ASSIGNED TASK - Copy each line in the data below that contains the word "CHEVAR".

Stored items from a collection:
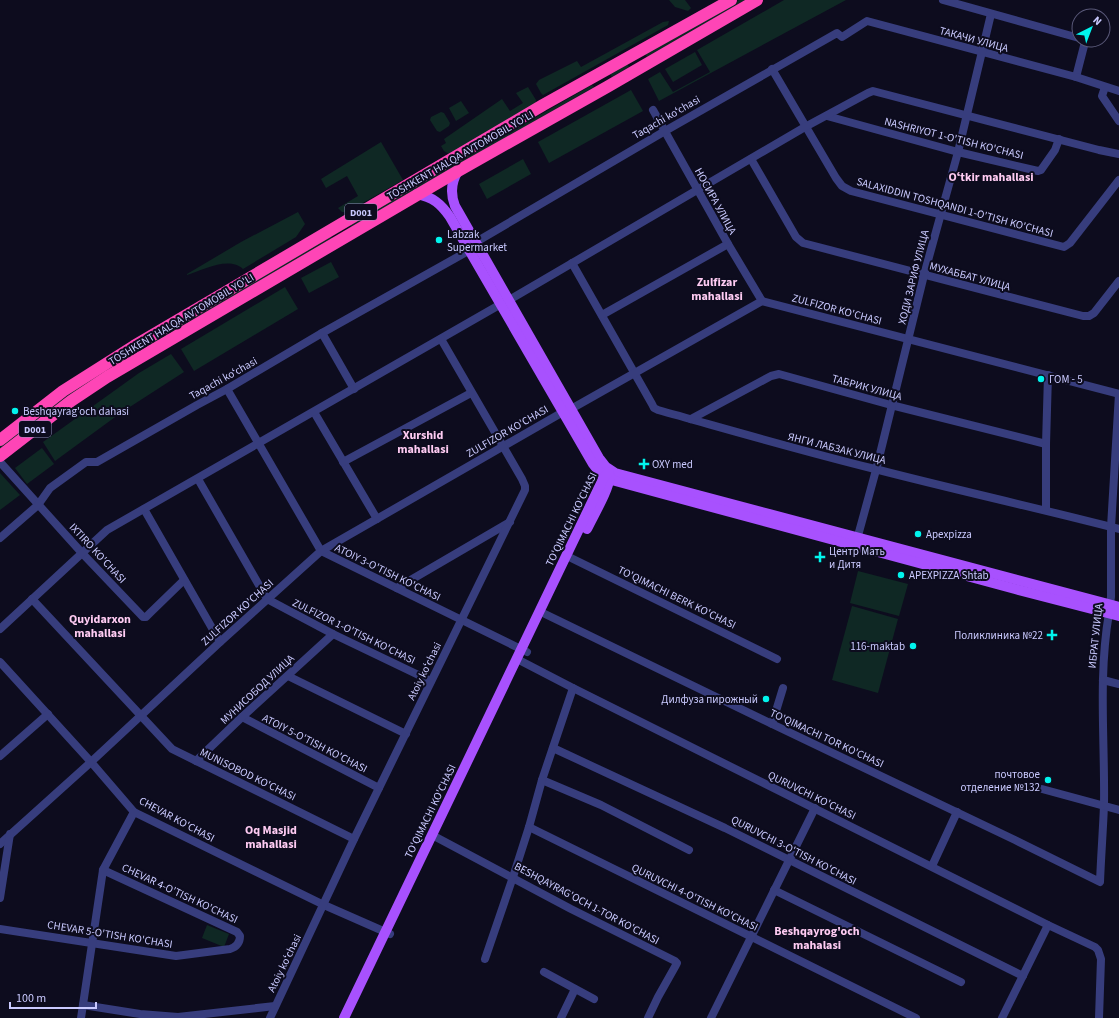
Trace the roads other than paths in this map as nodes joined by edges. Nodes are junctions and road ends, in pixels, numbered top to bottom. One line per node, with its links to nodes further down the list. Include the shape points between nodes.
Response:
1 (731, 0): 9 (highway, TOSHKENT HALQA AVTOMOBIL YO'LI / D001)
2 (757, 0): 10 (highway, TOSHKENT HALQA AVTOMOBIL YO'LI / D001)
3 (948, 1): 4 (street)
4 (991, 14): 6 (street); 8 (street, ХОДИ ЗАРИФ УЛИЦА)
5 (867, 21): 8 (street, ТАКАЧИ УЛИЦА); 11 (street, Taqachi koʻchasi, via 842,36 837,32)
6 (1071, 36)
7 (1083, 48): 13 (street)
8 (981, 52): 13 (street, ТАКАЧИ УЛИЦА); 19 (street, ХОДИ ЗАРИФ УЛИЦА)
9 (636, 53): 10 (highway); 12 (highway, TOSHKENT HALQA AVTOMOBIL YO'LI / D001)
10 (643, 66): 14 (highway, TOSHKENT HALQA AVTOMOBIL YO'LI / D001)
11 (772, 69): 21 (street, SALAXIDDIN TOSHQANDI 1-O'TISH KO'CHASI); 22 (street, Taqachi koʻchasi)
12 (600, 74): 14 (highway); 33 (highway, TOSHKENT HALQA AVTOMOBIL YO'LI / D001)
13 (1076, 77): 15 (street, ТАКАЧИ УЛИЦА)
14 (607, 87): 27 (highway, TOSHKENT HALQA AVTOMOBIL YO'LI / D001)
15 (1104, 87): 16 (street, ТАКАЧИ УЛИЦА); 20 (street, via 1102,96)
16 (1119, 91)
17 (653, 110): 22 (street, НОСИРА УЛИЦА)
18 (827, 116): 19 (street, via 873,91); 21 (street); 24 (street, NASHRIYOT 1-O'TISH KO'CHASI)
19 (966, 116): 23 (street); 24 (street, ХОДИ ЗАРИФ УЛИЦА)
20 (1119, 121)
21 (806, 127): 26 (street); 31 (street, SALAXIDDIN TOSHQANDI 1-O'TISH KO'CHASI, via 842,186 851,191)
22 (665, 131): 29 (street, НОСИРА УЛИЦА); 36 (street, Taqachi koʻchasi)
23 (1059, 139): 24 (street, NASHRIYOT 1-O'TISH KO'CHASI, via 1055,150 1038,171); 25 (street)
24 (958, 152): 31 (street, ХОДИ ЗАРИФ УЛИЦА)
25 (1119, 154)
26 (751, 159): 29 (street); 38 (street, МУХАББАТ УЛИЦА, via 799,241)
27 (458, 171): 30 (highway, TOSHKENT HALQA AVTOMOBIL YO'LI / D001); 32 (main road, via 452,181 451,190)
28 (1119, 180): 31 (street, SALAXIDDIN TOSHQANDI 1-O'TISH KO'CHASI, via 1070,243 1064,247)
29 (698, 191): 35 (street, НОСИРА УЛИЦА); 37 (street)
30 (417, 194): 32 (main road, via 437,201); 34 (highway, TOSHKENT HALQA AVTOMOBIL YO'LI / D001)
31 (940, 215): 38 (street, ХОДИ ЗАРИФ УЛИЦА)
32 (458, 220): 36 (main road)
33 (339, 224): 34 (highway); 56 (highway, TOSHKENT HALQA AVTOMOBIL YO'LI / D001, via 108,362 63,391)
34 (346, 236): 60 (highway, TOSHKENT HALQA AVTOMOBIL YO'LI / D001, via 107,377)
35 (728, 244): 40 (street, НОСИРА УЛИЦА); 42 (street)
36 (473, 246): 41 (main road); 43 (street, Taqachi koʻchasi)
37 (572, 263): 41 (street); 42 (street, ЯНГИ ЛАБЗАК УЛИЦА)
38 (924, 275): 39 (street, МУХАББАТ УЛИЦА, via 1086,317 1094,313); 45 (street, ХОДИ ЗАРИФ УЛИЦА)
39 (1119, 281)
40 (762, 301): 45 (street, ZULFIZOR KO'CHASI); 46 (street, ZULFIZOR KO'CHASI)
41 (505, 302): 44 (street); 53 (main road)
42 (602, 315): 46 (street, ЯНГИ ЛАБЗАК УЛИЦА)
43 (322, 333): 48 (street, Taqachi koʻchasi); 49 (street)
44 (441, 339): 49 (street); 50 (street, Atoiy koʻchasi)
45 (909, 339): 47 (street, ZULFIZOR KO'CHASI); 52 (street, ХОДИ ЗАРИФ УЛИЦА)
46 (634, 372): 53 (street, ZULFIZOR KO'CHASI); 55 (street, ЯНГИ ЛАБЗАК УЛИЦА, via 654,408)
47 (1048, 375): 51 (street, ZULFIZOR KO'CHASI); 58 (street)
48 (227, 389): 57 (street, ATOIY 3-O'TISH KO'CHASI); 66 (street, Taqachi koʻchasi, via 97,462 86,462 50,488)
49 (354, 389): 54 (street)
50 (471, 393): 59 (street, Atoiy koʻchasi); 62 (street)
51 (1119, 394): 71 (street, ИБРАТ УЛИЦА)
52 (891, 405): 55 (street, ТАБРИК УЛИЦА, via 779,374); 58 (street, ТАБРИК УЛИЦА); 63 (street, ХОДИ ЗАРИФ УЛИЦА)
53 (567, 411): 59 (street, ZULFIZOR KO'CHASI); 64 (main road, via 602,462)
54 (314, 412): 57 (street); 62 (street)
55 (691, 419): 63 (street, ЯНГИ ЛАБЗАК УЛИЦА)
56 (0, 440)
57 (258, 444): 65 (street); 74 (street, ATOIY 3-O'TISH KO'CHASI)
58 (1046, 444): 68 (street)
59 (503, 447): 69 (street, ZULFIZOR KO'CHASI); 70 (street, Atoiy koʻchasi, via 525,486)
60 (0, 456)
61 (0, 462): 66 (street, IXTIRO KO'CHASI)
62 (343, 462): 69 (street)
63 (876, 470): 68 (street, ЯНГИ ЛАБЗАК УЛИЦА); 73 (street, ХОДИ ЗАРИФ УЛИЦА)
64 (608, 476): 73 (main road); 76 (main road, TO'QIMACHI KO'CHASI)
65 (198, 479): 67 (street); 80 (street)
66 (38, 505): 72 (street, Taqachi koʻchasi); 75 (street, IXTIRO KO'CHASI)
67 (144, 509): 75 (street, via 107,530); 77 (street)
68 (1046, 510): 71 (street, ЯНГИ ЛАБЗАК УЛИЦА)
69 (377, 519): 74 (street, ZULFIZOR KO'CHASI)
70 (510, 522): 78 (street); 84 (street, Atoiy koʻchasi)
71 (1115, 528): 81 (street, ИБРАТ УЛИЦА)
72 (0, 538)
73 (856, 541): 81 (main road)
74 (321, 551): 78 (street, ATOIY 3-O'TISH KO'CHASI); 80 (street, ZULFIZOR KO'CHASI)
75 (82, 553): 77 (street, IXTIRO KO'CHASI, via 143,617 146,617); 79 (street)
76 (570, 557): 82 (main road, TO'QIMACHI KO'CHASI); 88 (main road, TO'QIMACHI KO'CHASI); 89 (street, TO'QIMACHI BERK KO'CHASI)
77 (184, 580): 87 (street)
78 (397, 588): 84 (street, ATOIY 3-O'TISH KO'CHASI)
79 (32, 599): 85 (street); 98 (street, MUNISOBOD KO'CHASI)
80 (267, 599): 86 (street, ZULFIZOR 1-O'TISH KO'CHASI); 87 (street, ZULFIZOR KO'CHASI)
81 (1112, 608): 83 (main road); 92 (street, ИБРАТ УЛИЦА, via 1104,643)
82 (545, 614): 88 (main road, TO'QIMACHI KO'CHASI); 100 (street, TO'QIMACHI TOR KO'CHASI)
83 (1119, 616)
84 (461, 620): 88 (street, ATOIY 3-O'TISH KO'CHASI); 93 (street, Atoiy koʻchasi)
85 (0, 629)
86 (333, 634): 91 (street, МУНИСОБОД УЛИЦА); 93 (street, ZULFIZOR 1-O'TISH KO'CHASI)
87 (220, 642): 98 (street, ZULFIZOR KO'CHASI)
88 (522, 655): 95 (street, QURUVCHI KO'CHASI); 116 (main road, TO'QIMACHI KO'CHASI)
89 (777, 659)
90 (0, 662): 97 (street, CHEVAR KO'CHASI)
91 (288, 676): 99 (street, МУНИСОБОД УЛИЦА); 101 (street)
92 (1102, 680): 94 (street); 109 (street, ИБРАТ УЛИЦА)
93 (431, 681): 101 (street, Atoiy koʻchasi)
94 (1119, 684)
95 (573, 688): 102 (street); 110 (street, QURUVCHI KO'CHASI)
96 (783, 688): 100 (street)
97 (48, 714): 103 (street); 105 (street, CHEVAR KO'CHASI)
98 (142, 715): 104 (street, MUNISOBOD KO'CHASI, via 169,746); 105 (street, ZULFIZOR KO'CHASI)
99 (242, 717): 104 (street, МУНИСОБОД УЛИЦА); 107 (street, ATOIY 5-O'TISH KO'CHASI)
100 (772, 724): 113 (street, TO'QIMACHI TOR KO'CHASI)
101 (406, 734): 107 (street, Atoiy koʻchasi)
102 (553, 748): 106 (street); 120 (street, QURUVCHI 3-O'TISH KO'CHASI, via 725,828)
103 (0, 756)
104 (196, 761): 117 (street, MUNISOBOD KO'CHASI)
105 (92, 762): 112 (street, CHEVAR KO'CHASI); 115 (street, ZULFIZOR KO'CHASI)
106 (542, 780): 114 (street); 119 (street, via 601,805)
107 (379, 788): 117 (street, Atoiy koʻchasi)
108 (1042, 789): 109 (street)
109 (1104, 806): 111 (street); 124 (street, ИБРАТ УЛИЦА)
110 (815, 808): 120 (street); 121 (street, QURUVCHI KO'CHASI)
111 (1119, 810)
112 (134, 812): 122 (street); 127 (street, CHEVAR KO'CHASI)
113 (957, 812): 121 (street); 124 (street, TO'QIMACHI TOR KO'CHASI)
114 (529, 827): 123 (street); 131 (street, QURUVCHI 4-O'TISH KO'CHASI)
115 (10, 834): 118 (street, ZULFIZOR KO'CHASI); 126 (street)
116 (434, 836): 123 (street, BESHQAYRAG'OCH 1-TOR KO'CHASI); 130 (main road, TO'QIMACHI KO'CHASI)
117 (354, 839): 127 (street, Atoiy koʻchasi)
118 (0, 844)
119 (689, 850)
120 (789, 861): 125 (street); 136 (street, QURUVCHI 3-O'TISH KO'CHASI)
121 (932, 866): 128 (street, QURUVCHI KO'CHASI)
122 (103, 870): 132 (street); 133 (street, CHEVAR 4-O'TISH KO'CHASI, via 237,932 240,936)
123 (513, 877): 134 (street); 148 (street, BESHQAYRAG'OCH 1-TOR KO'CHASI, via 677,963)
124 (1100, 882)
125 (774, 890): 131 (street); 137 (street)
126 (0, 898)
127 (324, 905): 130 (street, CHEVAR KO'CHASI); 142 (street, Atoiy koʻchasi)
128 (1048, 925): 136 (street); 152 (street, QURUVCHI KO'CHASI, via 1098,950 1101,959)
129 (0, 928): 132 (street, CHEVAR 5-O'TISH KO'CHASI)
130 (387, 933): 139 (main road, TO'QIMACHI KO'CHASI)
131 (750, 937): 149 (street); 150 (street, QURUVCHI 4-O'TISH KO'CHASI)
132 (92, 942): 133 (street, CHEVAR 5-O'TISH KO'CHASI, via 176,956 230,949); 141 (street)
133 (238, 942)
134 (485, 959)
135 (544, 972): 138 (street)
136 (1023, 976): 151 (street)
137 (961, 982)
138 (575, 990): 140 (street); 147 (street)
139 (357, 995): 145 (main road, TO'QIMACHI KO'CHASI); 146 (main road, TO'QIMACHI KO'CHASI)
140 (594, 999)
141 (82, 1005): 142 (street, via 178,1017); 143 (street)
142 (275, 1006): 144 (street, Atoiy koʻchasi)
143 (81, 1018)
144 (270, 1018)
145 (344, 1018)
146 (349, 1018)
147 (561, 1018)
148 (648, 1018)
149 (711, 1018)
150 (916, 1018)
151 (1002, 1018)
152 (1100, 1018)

ANSWER FOR THIS EXERCISE -
90 (0, 662): 97 (street, CHEVAR KO'CHASI)
97 (48, 714): 103 (street); 105 (street, CHEVAR KO'CHASI)
105 (92, 762): 112 (street, CHEVAR KO'CHASI); 115 (street, ZULFIZOR KO'CHASI)
112 (134, 812): 122 (street); 127 (street, CHEVAR KO'CHASI)
122 (103, 870): 132 (street); 133 (street, CHEVAR 4-O'TISH KO'CHASI, via 237,932 240,936)
127 (324, 905): 130 (street, CHEVAR KO'CHASI); 142 (street, Atoiy koʻchasi)
129 (0, 928): 132 (street, CHEVAR 5-O'TISH KO'CHASI)
132 (92, 942): 133 (street, CHEVAR 5-O'TISH KO'CHASI, via 176,956 230,949); 141 (street)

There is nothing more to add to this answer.